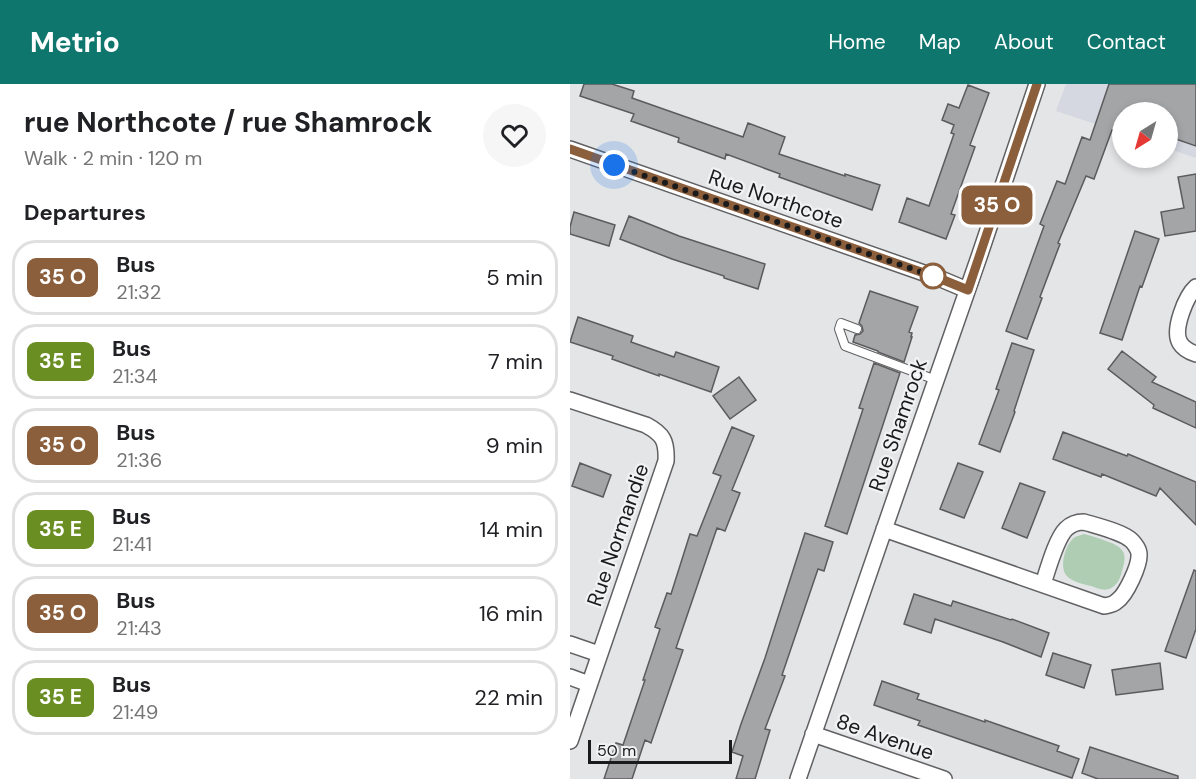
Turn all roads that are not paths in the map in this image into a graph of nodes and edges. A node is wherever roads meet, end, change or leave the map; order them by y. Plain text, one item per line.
1 (1037, 84) edge
2 (570, 149) edge
3 (1196, 288) edge
4 (968, 290) junction
5 (857, 329) dead end
6 (1196, 354) edge
7 (936, 380) junction
8 (570, 400) edge
9 (884, 529) junction
10 (1043, 584) junction
11 (570, 644) edge
12 (599, 654) junction
13 (570, 677) edge
14 (590, 684) junction
15 (813, 734) junction
16 (570, 741) edge
17 (798, 779) edge
18 (944, 779) edge

1 - 4 street, Rue Shamrock
2 - 4 street, Rue Northcote
3 - 6 street
4 - 7 street, Rue Shamrock
5 - 7 lane
7 - 9 street, Rue Shamrock
8 - 12 street, Rue Normandie
9 - 10 street
9 - 15 street, Rue Shamrock
10 - 10 street
11 - 12 street
12 - 14 street, Rue Normandie
13 - 14 street
14 - 16 street, Rue Normandie
15 - 17 street, Rue Shamrock
15 - 18 street, 8e Avenue

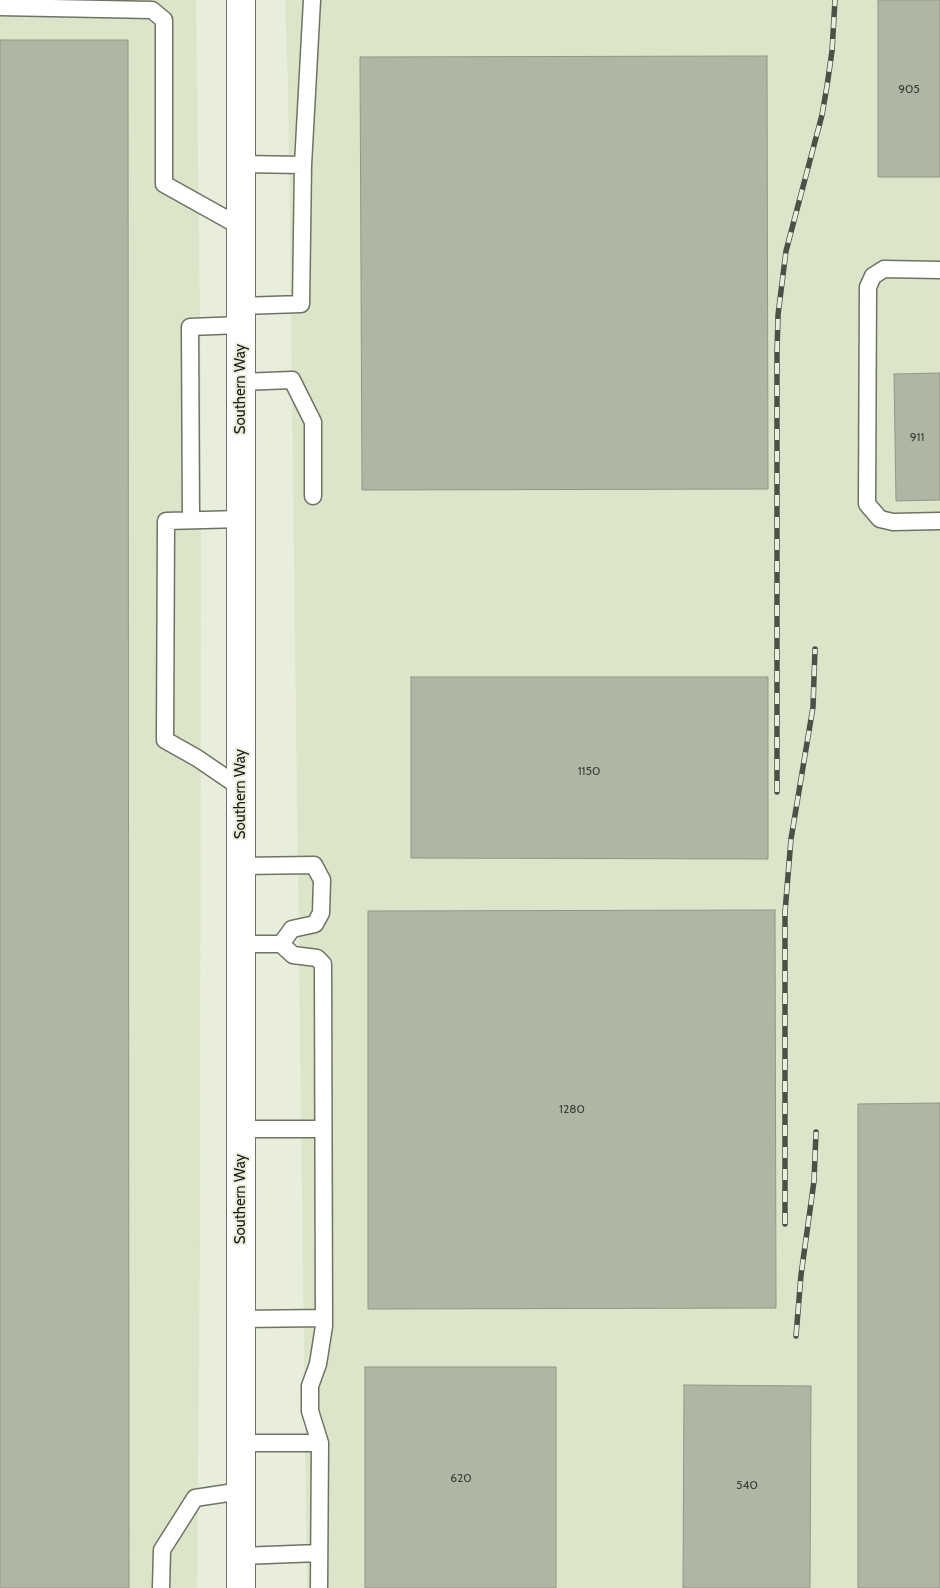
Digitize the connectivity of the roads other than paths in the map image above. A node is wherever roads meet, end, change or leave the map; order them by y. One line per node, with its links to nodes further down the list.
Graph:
1 (242, 0): 4 (street, Southern Way)
2 (312, 0): 5 (lane)
3 (0, 7): 6 (lane)
4 (242, 164): 5 (lane); 6 (street, Southern Way)
5 (303, 165): 8 (lane)
6 (242, 227): 8 (street, Southern Way)
7 (940, 270): 13 (lane)
8 (242, 316): 9 (street, Southern Way); 12 (lane)
9 (242, 382): 10 (lane); 11 (street, Southern Way)
10 (313, 496)
11 (241, 519): 12 (lane); 14 (street, Southern Way)
12 (191, 520): 14 (lane)
13 (940, 521)
14 (241, 788): 15 (street, Southern Way)
15 (241, 866): 16 (street, Southern Way); 17 (lane)
16 (241, 944): 17 (lane); 18 (street, Southern Way)
17 (281, 944): 19 (lane)
18 (241, 1129): 19 (lane); 21 (street, Southern Way)
19 (323, 1129): 20 (lane)
20 (324, 1318): 21 (lane); 23 (lane)
21 (241, 1319): 22 (street, Southern Way)
22 (241, 1443): 23 (lane); 24 (street, Southern Way)
23 (320, 1443): 25 (lane)
24 (241, 1491): 26 (street, Southern Way); 27 (lane)
25 (319, 1553): 26 (lane); 29 (lane)
26 (241, 1556): 28 (street, Southern Way)
27 (160, 1588)
28 (241, 1588)
29 (319, 1588)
**********
### PROBLEM
Output each entry shown above exactly as it stands, with all pictures removed.

### ANSWER TO THIS EXERCISE
Turn all roads that are not paths in the map in this image into a graph of nodes and edges. A node is wherever roads meet, end, change or leave the map; order them by y. Plain text, one item per line.
1 (1037, 84) edge
2 (570, 149) edge
3 (1196, 288) edge
4 (968, 290) junction
5 (857, 329) dead end
6 (1196, 354) edge
7 (936, 380) junction
8 (570, 400) edge
9 (884, 529) junction
10 (1043, 584) junction
11 (570, 644) edge
12 (599, 654) junction
13 (570, 677) edge
14 (590, 684) junction
15 (813, 734) junction
16 (570, 741) edge
17 (798, 779) edge
18 (944, 779) edge

1 - 4 street, Rue Shamrock
2 - 4 street, Rue Northcote
3 - 6 street
4 - 7 street, Rue Shamrock
5 - 7 lane
7 - 9 street, Rue Shamrock
8 - 12 street, Rue Normandie
9 - 10 street
9 - 15 street, Rue Shamrock
10 - 10 street
11 - 12 street
12 - 14 street, Rue Normandie
13 - 14 street
14 - 16 street, Rue Normandie
15 - 17 street, Rue Shamrock
15 - 18 street, 8e Avenue

Digitize the connectivity of the roads other than paths in the map image above. A node is wherever roads meet, end, change or leave the map; order them by y. One line per node, with its links to nodes further down the list.
Graph:
1 (242, 0): 4 (street, Southern Way)
2 (312, 0): 5 (lane)
3 (0, 7): 6 (lane)
4 (242, 164): 5 (lane); 6 (street, Southern Way)
5 (303, 165): 8 (lane)
6 (242, 227): 8 (street, Southern Way)
7 (940, 270): 13 (lane)
8 (242, 316): 9 (street, Southern Way); 12 (lane)
9 (242, 382): 10 (lane); 11 (street, Southern Way)
10 (313, 496)
11 (241, 519): 12 (lane); 14 (street, Southern Way)
12 (191, 520): 14 (lane)
13 (940, 521)
14 (241, 788): 15 (street, Southern Way)
15 (241, 866): 16 (street, Southern Way); 17 (lane)
16 (241, 944): 17 (lane); 18 (street, Southern Way)
17 (281, 944): 19 (lane)
18 (241, 1129): 19 (lane); 21 (street, Southern Way)
19 (323, 1129): 20 (lane)
20 (324, 1318): 21 (lane); 23 (lane)
21 (241, 1319): 22 (street, Southern Way)
22 (241, 1443): 23 (lane); 24 (street, Southern Way)
23 (320, 1443): 25 (lane)
24 (241, 1491): 26 (street, Southern Way); 27 (lane)
25 (319, 1553): 26 (lane); 29 (lane)
26 (241, 1556): 28 (street, Southern Way)
27 (160, 1588)
28 (241, 1588)
29 (319, 1588)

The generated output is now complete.